Academic Games is a series of competitions designed to test a student’s knowledge in several subject areas including math, English, language arts, social studies and logic. The primary purpose of Academic Games is to make learning fun for students and challenge them in these academic areas. Students learn and have fun, while trying to out think each other in the various academic areas.
Hope of Detroit Academy Math WiZards team placed 1st place at State Level in Division III of On-Sets, 2nd place in Division I of Equations and 5th place in Division I – On-Words.
“We are extremely proud that we were able to place in the top 5 in all of the games this year, not to mention 1st place in On-Sets and 2nd place in Equations”, said Academic Game Coach, April Jenkins.
Coach Manuel Rosales-Smith indicates that, “I was overwhelmed with joy when I got the news that our academic games team placed 1st place in On-Sets, I literally screamed and jumped for joy. These students gave up one Saturday a month from September to January in order to compete at a local level,
against schools within our Region. To qualify for the state level each student must have attended at least 3 Saturday Tournaments in order to compete at State Level this year.”
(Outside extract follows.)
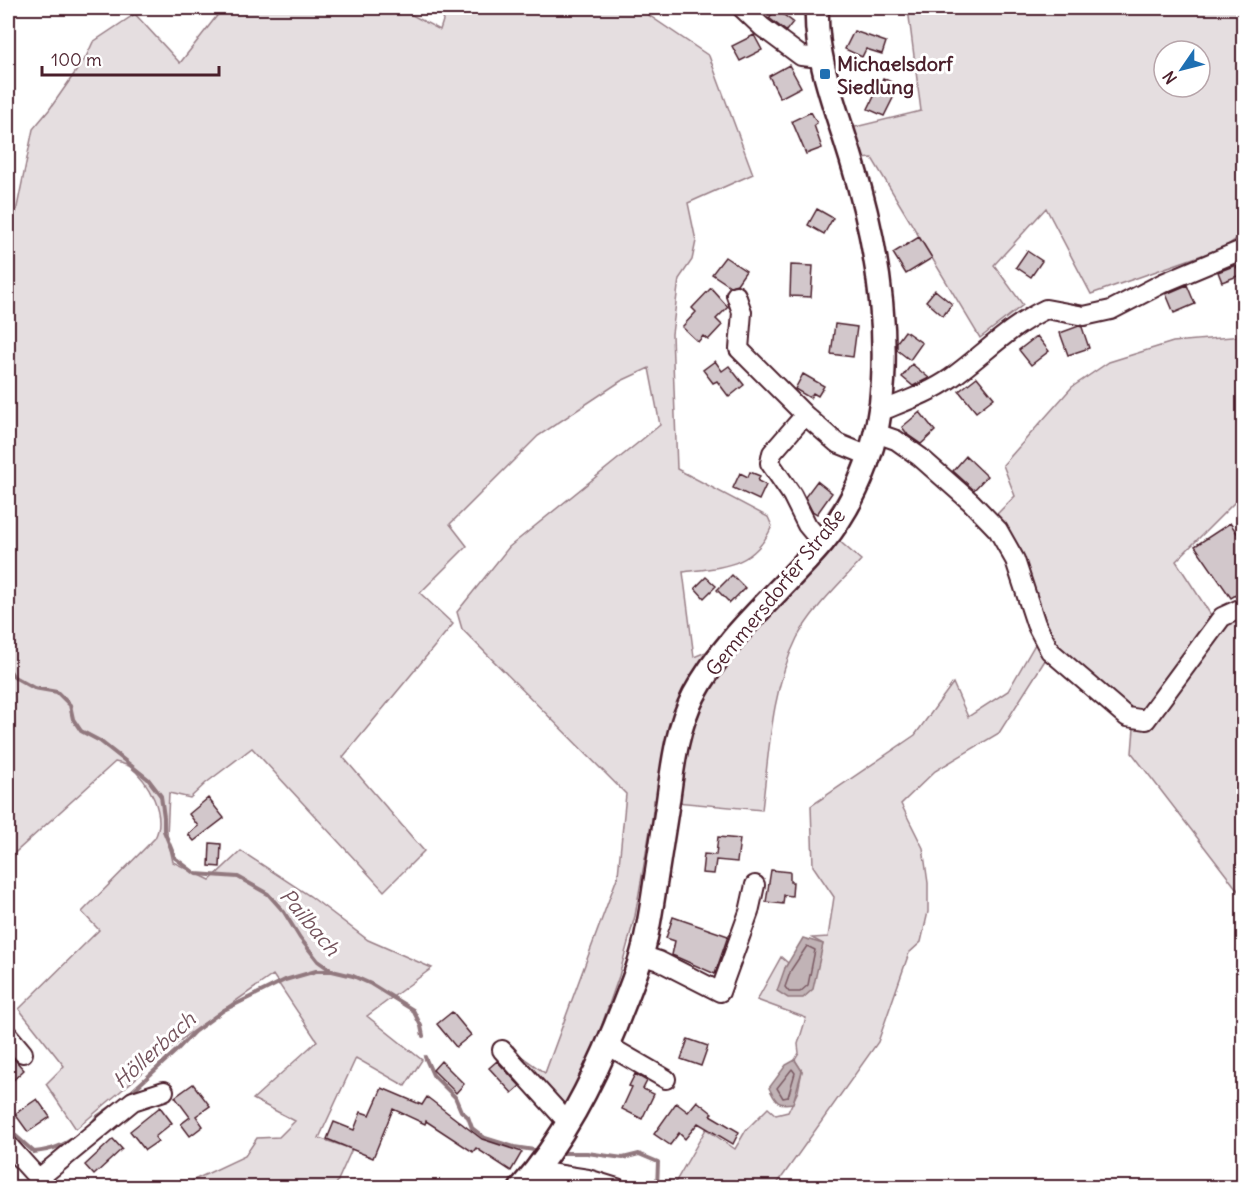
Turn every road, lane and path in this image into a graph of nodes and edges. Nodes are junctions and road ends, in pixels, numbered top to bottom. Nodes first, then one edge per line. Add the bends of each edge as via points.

The following are academic games in which the students participated in:
On-Words - is a word game involving spelling, counting, grammar, phonetics, word roots, inflectional endings, prefixes and suffixes. Players explore evolving problems based on networks of intersecting words similar to crosswords puzzles.
In the game of Equations - students explore a broad range of math topics including elementary arithmetic operations such as addition, subtraction, multiplication, division, exponentiation and root operation. This fun and educational game is played on a playing mat with numbered and mathematical sign cubes.
On-Sets is a - mathematical game involves logic and set theory. Using game rules similar to Equations, players explore the concepts of union, intersection, difference of sets, complement of a set set identity, set inclusion and the null and universal sets.